A.R. Rahman Debuts As Film Producer with ‘99 Songs’
‘The world was changing and the distance between producing a movie and being a composer shortened,’ says the Grammy and Oscar-winner who has also written the story and composed music for the film
In the last few months, if there’s one thing A.R. Rahman hasn’t experienced, that is a lull. From collaborating with Irish rock legends U2 last December to mentoring budding artists for the nationwide talent hunt Nexa Music and announcing his North America tour earlier this year, the Grammy and Oscar award-winning composer’s creative projects have been diverse and plenty.

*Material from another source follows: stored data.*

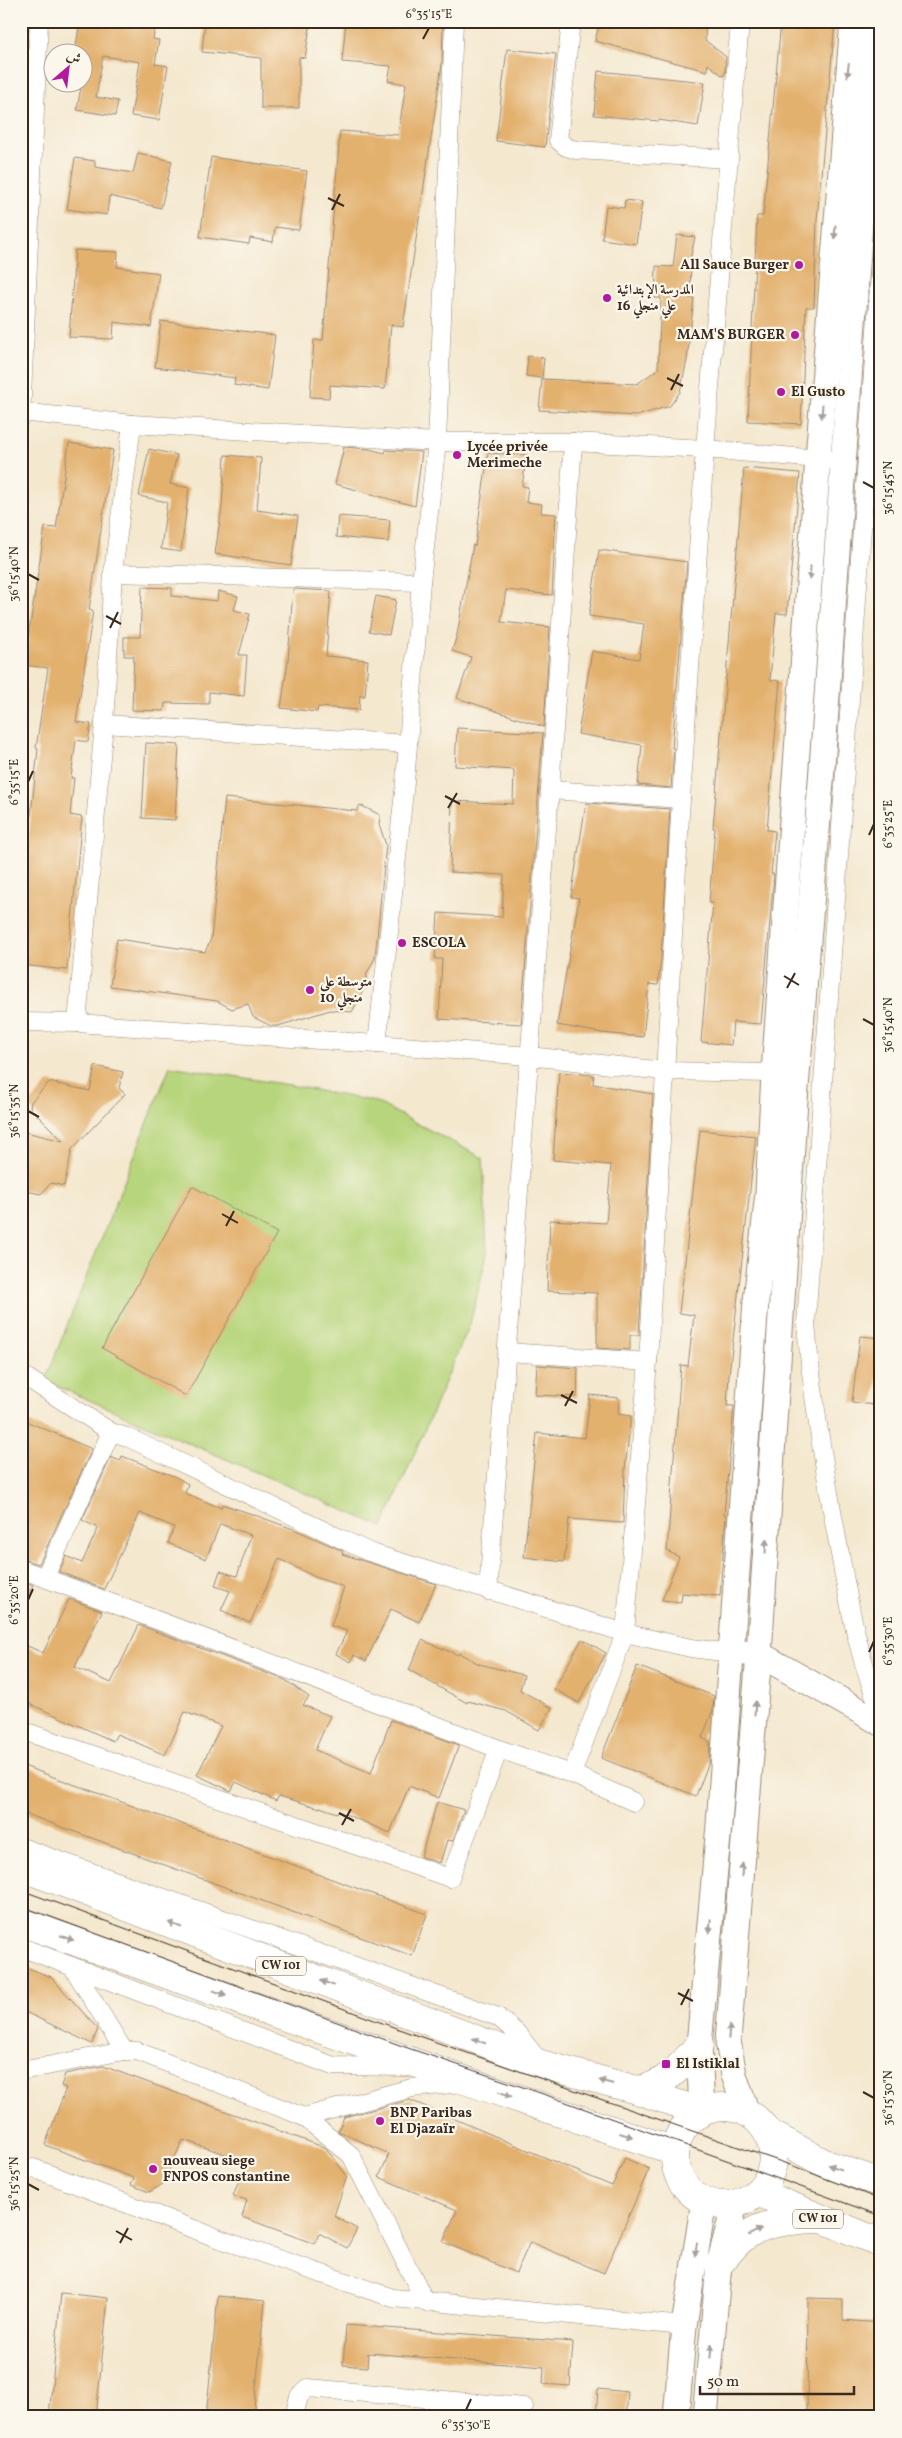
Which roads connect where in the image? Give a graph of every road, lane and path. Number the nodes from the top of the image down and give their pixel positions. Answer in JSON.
{"nodes":[{"id":1,"x":39,"y":21,"type":"edge"},
{"id":2,"x":454,"y":21,"type":"edge"},
{"id":3,"x":572,"y":21,"type":"edge"},
{"id":4,"x":740,"y":21,"type":"edge"},
{"id":5,"x":853,"y":21,"type":"edge"},
{"id":6,"x":874,"y":21,"type":"edge"},
{"id":7,"x":28,"y":104,"type":"edge"},
{"id":8,"x":729,"y":159,"type":"junction"},
{"id":9,"x":881,"y":259,"type":"edge"},
{"id":10,"x":22,"y":412,"type":"edge"},
{"id":11,"x":21,"y":418,"type":"edge"},
{"id":12,"x":132,"y":424,"type":"junction"},
{"id":13,"x":437,"y":442,"type":"junction"},
{"id":14,"x":573,"y":442,"type":"junction"},
{"id":15,"x":705,"y":449,"type":"junction"},
{"id":16,"x":818,"y":458,"type":"junction"},
{"id":17,"x":855,"y":463,"type":"junction"},
{"id":18,"x":114,"y":573,"type":"junction"},
{"id":19,"x":421,"y":582,"type":"junction"},
{"id":20,"x":104,"y":724,"type":"junction"},
{"id":21,"x":408,"y":744,"type":"junction"},
{"id":22,"x":550,"y":790,"type":"junction"},
{"id":23,"x":681,"y":799,"type":"junction"},
{"id":24,"x":21,"y":1022,"type":"edge"},
{"id":25,"x":77,"y":1023,"type":"junction"},
{"id":26,"x":377,"y":1044,"type":"junction"},
{"id":27,"x":529,"y":1056,"type":"junction"},
{"id":28,"x":664,"y":1071,"type":"junction"},
{"id":29,"x":774,"y":1073,"type":"junction"},
{"id":30,"x":508,"y":1352,"type":"junction"},
{"id":31,"x":648,"y":1362,"type":"junction"},
{"id":32,"x":24,"y":1380,"type":"edge"},
{"id":33,"x":110,"y":1432,"type":"junction"},
{"id":34,"x":21,"y":1569,"type":"edge"},
{"id":35,"x":45,"y":1577,"type":"junction"},
{"id":36,"x":488,"y":1591,"type":"junction"},
{"id":37,"x":625,"y":1634,"type":"junction"},
{"id":38,"x":731,"y":1652,"type":"junction"},
{"id":39,"x":759,"y":1654,"type":"junction"},
{"id":40,"x":881,"y":1711,"type":"edge"},
{"id":41,"x":881,"y":1723,"type":"edge"},
{"id":42,"x":21,"y":1730,"type":"edge"},
{"id":43,"x":499,"y":1749,"type":"junction"},
{"id":44,"x":572,"y":1774,"type":"junction"},
{"id":45,"x":634,"y":1802,"type":"dead end"},
{"id":46,"x":21,"y":1847,"type":"edge"},
{"id":47,"x":21,"y":1867,"type":"edge"},
{"id":48,"x":21,"y":1922,"type":"edge"},
{"id":49,"x":21,"y":1946,"type":"edge"},
{"id":50,"x":72,"y":1966,"type":"junction"},
{"id":51,"x":699,"y":2045,"type":"junction"},
{"id":52,"x":124,"y":2051,"type":"junction"},
{"id":53,"x":541,"y":2064,"type":"junction"},
{"id":54,"x":430,"y":2067,"type":"junction"},
{"id":55,"x":21,"y":2070,"type":"edge"},
{"id":56,"x":472,"y":2082,"type":"junction"},
{"id":57,"x":637,"y":2090,"type":"junction"},
{"id":58,"x":702,"y":2112,"type":"junction"},
{"id":59,"x":747,"y":2113,"type":"junction"},
{"id":60,"x":304,"y":2117,"type":"junction"},
{"id":61,"x":767,"y":2132,"type":"junction"},
{"id":62,"x":675,"y":2151,"type":"junction"},
{"id":63,"x":33,"y":2168,"type":"dead end"},
{"id":64,"x":881,"y":2183,"type":"edge"},
{"id":65,"x":746,"y":2198,"type":"junction"},
{"id":66,"x":704,"y":2201,"type":"junction"},
{"id":67,"x":819,"y":2219,"type":"junction"},
{"id":68,"x":881,"y":2243,"type":"edge"},
{"id":69,"x":719,"y":2264,"type":"junction"},
{"id":70,"x":426,"y":2302,"type":"junction"},
{"id":71,"x":684,"y":2326,"type":"junction"},
{"id":72,"x":524,"y":2407,"type":"dead end"},
{"id":73,"x":294,"y":2417,"type":"edge"},
{"id":74,"x":676,"y":2417,"type":"edge"},
{"id":75,"x":705,"y":2417,"type":"edge"}],
"edges":[{"from":1,"to":7,"type":"street"},
{"from":2,"to":13,"type":"street"},
{"from":3,"to":8,"type":"street"},
{"from":4,"to":8,"type":"street"},
{"from":5,"to":16,"type":"main road","one_way":true},
{"from":6,"to":17,"type":"main road"},
{"from":7,"to":10,"type":"street"},
{"from":8,"to":15,"type":"street"},
{"from":9,"to":17,"type":"street"},
{"from":10,"to":11,"type":"street"},
{"from":10,"to":12,"type":"street"},
{"from":12,"to":13,"type":"street"},
{"from":12,"to":18,"type":"street"},
{"from":13,"to":14,"type":"street"},
{"from":13,"to":19,"type":"street"},
{"from":14,"to":15,"type":"street"},
{"from":14,"to":22,"type":"street"},
{"from":15,"to":16,"type":"street"},
{"from":15,"to":23,"type":"street"},
{"from":16,"to":17,"type":"street"},
{"from":16,"to":29,"type":"main road","one_way":true},
{"from":39,"to":17,"type":"main road","one_way":true},
{"from":17,"to":40,"type":"street"},
{"from":18,"to":19,"type":"street"},
{"from":18,"to":20,"type":"street"},
{"from":19,"to":21,"type":"street"},
{"from":20,"to":21,"type":"street"},
{"from":20,"to":25,"type":"street"},
{"from":21,"to":26,"type":"street"},
{"from":22,"to":23,"type":"street"},
{"from":22,"to":27,"type":"street"},
{"from":23,"to":28,"type":"street"},
{"from":24,"to":25,"type":"street"},
{"from":25,"to":26,"type":"street"},
{"from":26,"to":27,"type":"street"},
{"from":27,"to":28,"type":"street"},
{"from":27,"to":30,"type":"street"},
{"from":28,"to":29,"type":"street"},
{"from":28,"to":31,"type":"street"},
{"from":29,"to":38,"type":"main road"},
{"from":30,"to":31,"type":"street"},
{"from":30,"to":36,"type":"street"},
{"from":31,"to":37,"type":"street"},
{"from":32,"to":33,"type":"street"},
{"from":33,"to":35,"type":"street"},
{"from":33,"to":36,"type":"street"},
{"from":34,"to":35,"type":"street"},
{"from":35,"to":43,"type":"street"},
{"from":36,"to":37,"type":"street"},
{"from":37,"to":38,"type":"street"},
{"from":37,"to":44,"type":"street"},
{"from":38,"to":39,"type":"main road"},
{"from":38,"to":51,"type":"main road","one_way":true},
{"from":39,"to":41,"type":"main road"},
{"from":59,"to":39,"type":"main road","one_way":true},
{"from":42,"to":43,"type":"street"},
{"from":43,"to":44,"type":"street"},
{"from":44,"to":45,"type":"street"},
{"from":46,"to":53,"type":"street"},
{"from":53,"to":47,"type":"main road","number":"CW 101","one_way":true},
{"from":48,"to":54,"type":"main road","one_way":true},
{"from":49,"to":50,"type":"street"},
{"from":50,"to":52,"type":"street"},
{"from":50,"to":54,"type":"street"},
{"from":51,"to":57,"type":"main road"},
{"from":51,"to":58,"type":"main road"},
{"from":52,"to":55,"type":"street"},
{"from":52,"to":60,"type":"street"},
{"from":57,"to":53,"type":"main road","one_way":true},
{"from":54,"to":56,"type":"main road"},
{"from":56,"to":60,"type":"street"},
{"from":56,"to":62,"type":"main road","one_way":true},
{"from":57,"to":58,"type":"main road"},
{"from":58,"to":59,"type":"main road"},
{"from":58,"to":62,"type":"main road"},
{"from":59,"to":61,"type":"main road"},
{"from":60,"to":70,"type":"street"},
{"from":64,"to":61,"type":"main road","one_way":true},
{"from":61,"to":65,"type":"main road"},
{"from":62,"to":66,"type":"main road"},
{"from":63,"to":70,"type":"street"},
{"from":65,"to":66,"type":"main road"},
{"from":65,"to":67,"type":"main road","number":"CW 101"},
{"from":65,"to":69,"type":"main road"},
{"from":66,"to":71,"type":"main road","one_way":true},
{"from":67,"to":68,"type":"main road","number":"CW 101"},
{"from":69,"to":67,"type":"main road","one_way":true},
{"from":75,"to":69,"type":"main road","one_way":true},
{"from":70,"to":71,"type":"street"},
{"from":71,"to":74,"type":"main road"},
{"from":72,"to":73,"type":"street"}]}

Today, Rahman launched the music for 99 Songs, a film that marks his debut as a producer. The celebrated composer has also written the story for the film and directed the music. Ask him how the transition to producing films came about and he says, “The world was changing and the distance between producing a movie and being a composer shortened because of me being in Hollywood, involved in Broadway. I also feel there’s another part of the world, a part of life that needs to be told, and in a way I see it, a part of society, a part of the musical sensibilities.” With this film, Rahman sees a chance to do something different. “We may succeed or not, but at least we’re trying,” he says.

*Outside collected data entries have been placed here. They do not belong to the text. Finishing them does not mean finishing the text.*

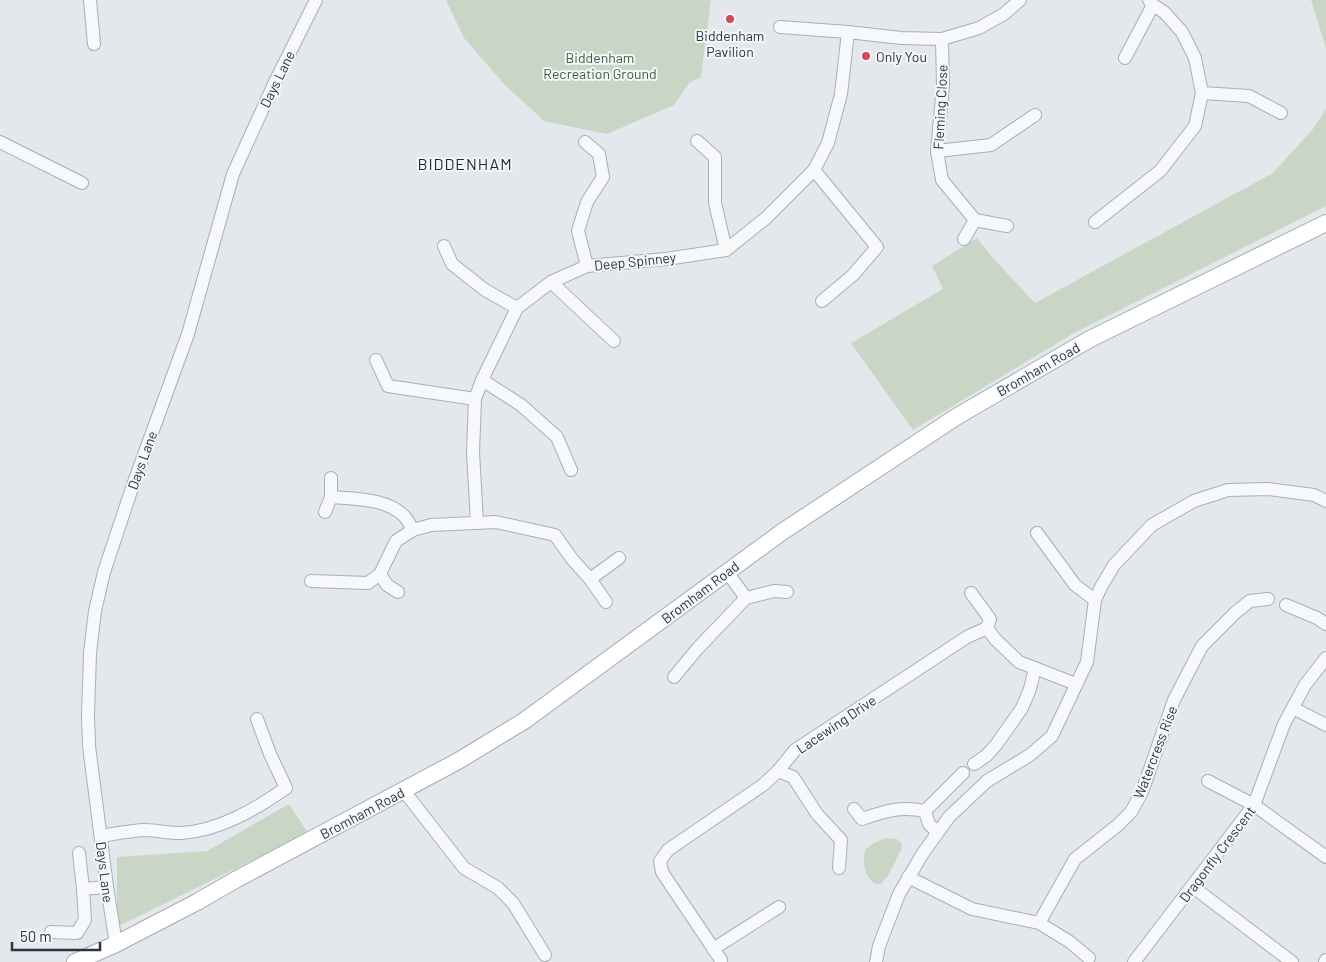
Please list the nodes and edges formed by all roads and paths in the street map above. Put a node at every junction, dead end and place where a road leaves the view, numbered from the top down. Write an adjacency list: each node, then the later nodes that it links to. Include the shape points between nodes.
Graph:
1 (90, 0): 8 (street)
2 (316, 0): 73 (street, Days Lane, via 233,174 188,334 104,572 90,653 88,716)
3 (1020, 0): 7 (street, via 1004,14 979,28)
4 (1151, 3): 9 (street); 10 (street, via 1182,32 1194,58)
5 (780, 27): 6 (street)
6 (848, 32): 7 (street); 17 (street, via 841,94 828,143)
7 (942, 39): 16 (street, Fleming Close, via 943,86)
8 (94, 44)
9 (1125, 58)
10 (1202, 93): 11 (street, via 1249,96); 20 (street, via 1195,126 1160,171)
11 (1281, 113)
12 (1035, 115): 16 (street, via 991,145)
13 (697, 141): 25 (street, via 715,157 715,203)
14 (0, 142): 18 (street)
15 (585, 142): 26 (street, via 599,154 602,177 588,202 578,231)
16 (937, 151): 19 (street, Fleming Close, via 942,180)
17 (814, 170): 25 (street, via 766,218); 28 (street, via 877,247 853,275)
18 (82, 183)
19 (975, 220): 22 (street); 23 (street)
20 (1095, 222)
21 (1326, 223): 43 (main road, Bromham Road, via 1090,339 1034,371 878,468)
22 (1007, 226)
23 (964, 239)
24 (444, 246): 29 (street, via 452,264 485,290)
25 (726, 250): 26 (street, Deep Spinney)
26 (587, 266): 27 (street, Deep Spinney)
27 (551, 282): 29 (street, Deep Spinney); 30 (street)
28 (822, 301)
29 (517, 308): 32 (street, Deep Spinney)
30 (614, 341)
31 (376, 360): 33 (street, via 388,386)
32 (482, 380): 33 (street, Deep Spinney); 34 (street, via 521,405 557,438)
33 (475, 399): 39 (street, Deep Spinney, via 473,452)
34 (571, 470)
35 (331, 478): 36 (street)
36 (331, 497): 38 (street); 40 (street, via 390,506 404,516)
37 (1326, 501): 52 (street, via 1314,495 1268,489 1228,490 1194,501 1152,525 1114,565)
38 (325, 512)
39 (478, 522): 40 (street, via 431,525); 45 (street, via 496,522 555,535)
40 (413, 530): 44 (street, via 396,540)
41 (1037, 533): 52 (street, via 1075,585)
42 (620, 558): 45 (street)
43 (727, 572): 50 (street); 68 (main road, Bromham Road, via 524,721)
44 (380, 574): 46 (street, via 368,583); 47 (street, via 387,585)
45 (590, 579): 53 (street)
46 (311, 581)
47 (398, 592)
48 (787, 592): 50 (street, via 774,591)
49 (971, 593): 56 (street, via 990,619)
50 (746, 598): 59 (street)
51 (1268, 599): 82 (street, Watercress Rise, via 1250,601 1202,646 1174,700 1142,792 1131,812 1076,859)
52 (1094, 600): 60 (street, via 1086,662)
53 (606, 602)
54 (1286, 605): 55 (street)
55 (1326, 624)
56 (987, 628): 58 (street, via 1020,662); 65 (street, Lacewing Drive, via 967,637 795,750)
57 (1326, 658): 61 (street, Dragonfly Crescent, via 1305,685)
58 (1035, 668): 60 (street); 64 (street, via 1022,708 996,745)
59 (674, 677)
60 (1076, 684): 72 (street, via 1052,736 1030,755 987,781)
61 (1293, 708): 63 (street); 69 (street, Dragonfly Crescent)
62 (257, 719): 73 (street, via 286,788 250,810 200,830 181,833 143,830)
63 (1326, 725)
64 (974, 764)
65 (778, 771): 76 (street, via 793,777 816,814 841,840); 85 (street, Lacewing Drive, via 668,850 660,861 662,872)
66 (963, 773): 71 (street)
67 (1208, 781): 69 (street)
68 (404, 791): 84 (main road, Bromham Road); 86 (street, via 464,868 498,888 512,903)
69 (1254, 805): 75 (street); 79 (street, Dragonfly Crescent)
70 (854, 809): 71 (street, via 862,819 894,809)
71 (925, 811): 72 (street, via 929,824)
72 (937, 832): 77 (street)
73 (101, 836): 78 (street, Days Lane)
74 (79, 853): 80 (street)
75 (1326, 857)
76 (839, 868)
77 (908, 878): 82 (street, via 972,909); 90 (street, via 879,946)
78 (106, 887): 80 (street); 84 (street, Days Lane)
79 (1193, 887): 91 (street, Dragonfly Crescent); 92 (street)
80 (83, 889): 83 (street, via 85,920 76,933)
81 (780, 907): 85 (street)
82 (1038, 923): 87 (street)
83 (51, 932)
84 (116, 944): 89 (main road, Bromham Road)
85 (713, 949): 88 (street, Lacewing Drive)
86 (545, 955)
87 (1089, 958)
88 (721, 960)
89 (75, 962)
90 (876, 962)
91 (1134, 962)
92 (1292, 962)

99 Songs is directed by Vishwesh Krishnamoorthy (Mumbai hardcore band Scribe’s frontman) who has previously helmed MTV’s The Dewarists and Bring On the Night. The musical drama follows the journey of budding singer-songwriter Jay (Ehan Bhat) whose trysts with love — music and his girlfriend Sophie (Edilsey Vargas) — alter his life completely. The trailer which dropped yesterday gave a glimpse into the world of a struggling Jay who grapples with fame and foes as he ascends the ladder of artistry. “We saw over 500 entries and auditioned 200 people. Once we picked our leads, we sent them for training,” says Rahman about the casting process. Both Bhat and Vargas underwent musical training for a year at Rahman’s school in Chennai, the KM Music Conservatory, while Bhat also took classes under Los Angeles-based acting coach Bernard Hiller. The musical drama also stars Indian Ocean’s Rahul Ram, music director Ranjit Barot, actors Manisha Koirala, Lisa Ray and more in supporting roles.

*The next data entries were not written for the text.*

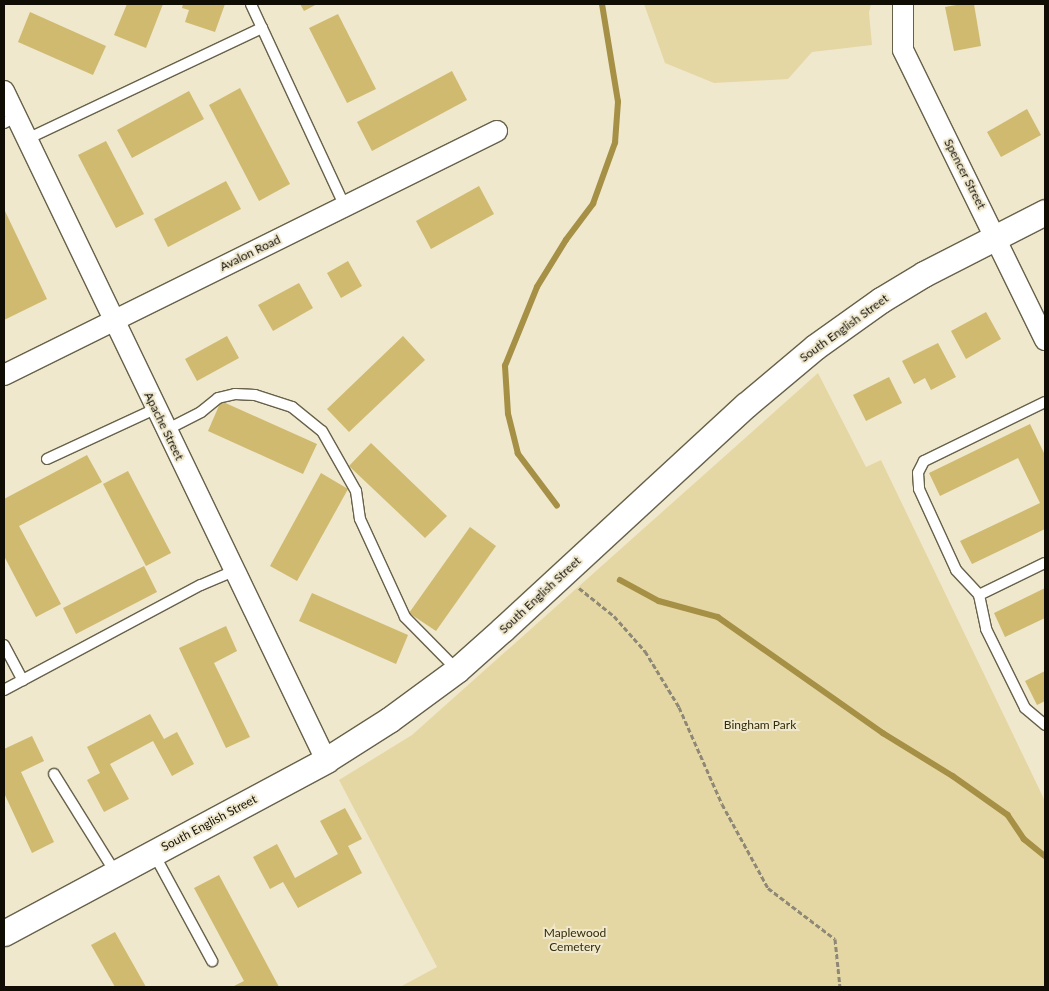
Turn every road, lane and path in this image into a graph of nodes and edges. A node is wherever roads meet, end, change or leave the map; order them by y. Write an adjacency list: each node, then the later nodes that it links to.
1 (251, 4): 3 (lane)
2 (903, 4): 10 (street, Spencer Street)
3 (262, 28): 7 (lane); 8 (lane)
4 (4, 92): 5 (street, Apache Street)
5 (10, 120): 7 (street, Apache Street)
6 (497, 132): 8 (street, Avalon Road)
7 (27, 139): 11 (street, Apache Street)
8 (345, 207): 11 (street, Avalon Road)
9 (1045, 212): 10 (street, South English Street)
10 (996, 237): 12 (street, Spencer Street); 20 (street, South English Street)
11 (112, 320): 13 (street, Avalon Road); 15 (street, Apache Street)
12 (1045, 340)
13 (4, 375)
14 (1045, 402): 21 (lane)
15 (155, 408): 16 (street, Apache Street); 17 (lane)
16 (166, 430): 19 (street, Apache Street); 23 (lane)
17 (47, 458)
18 (1045, 563): 21 (lane)
19 (234, 572): 24 (lane); 27 (street, Apache Street)
20 (563, 574): 23 (street, South English Street); 33 (path)
21 (979, 595): 26 (lane)
22 (4, 645): 24 (lane)
23 (456, 670): 27 (street, South English Street)
24 (23, 680): 25 (lane)
25 (4, 690)
26 (1045, 725)
27 (326, 760): 29 (street, South English Street)
28 (54, 774): 30 (lane)
29 (153, 853): 30 (street, South English Street); 32 (lane)
30 (116, 873): 31 (street, South English Street)
31 (4, 933)
32 (212, 961)
33 (840, 987)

Working in conjunction with Krishnamoorthy allowed Rahman to push the ante when it came to experimentation and as there were no studio directives to follow, he could retire the expectation of a formula. Rahman confesses that the process of answering to himself was rather scary. “You are constantly wondering whether this music will fly or not. Whether… Even if it sounds great for the character, is it good as its own? So that question makes you work harder,” he says. But for the composer, sound is never static and a track is not done until it’s undergone an evolution. “If I can go back to a song again and again, if I can live with it and not get bored, then it’s a good song. And if it’s not, I keep changing it till I like it. Every little inch, every little effort you put in can change how it sounds,” he says.
Backed by Rahman’s production company YM Movies, 99 Songs is presented by Mukesh Ambani’s Jio Studios. Set to release in the summer, the film will play in three languages — Hindi, Tamil and Telugu — with the full tracklist for the soundtrack to be revealed soon.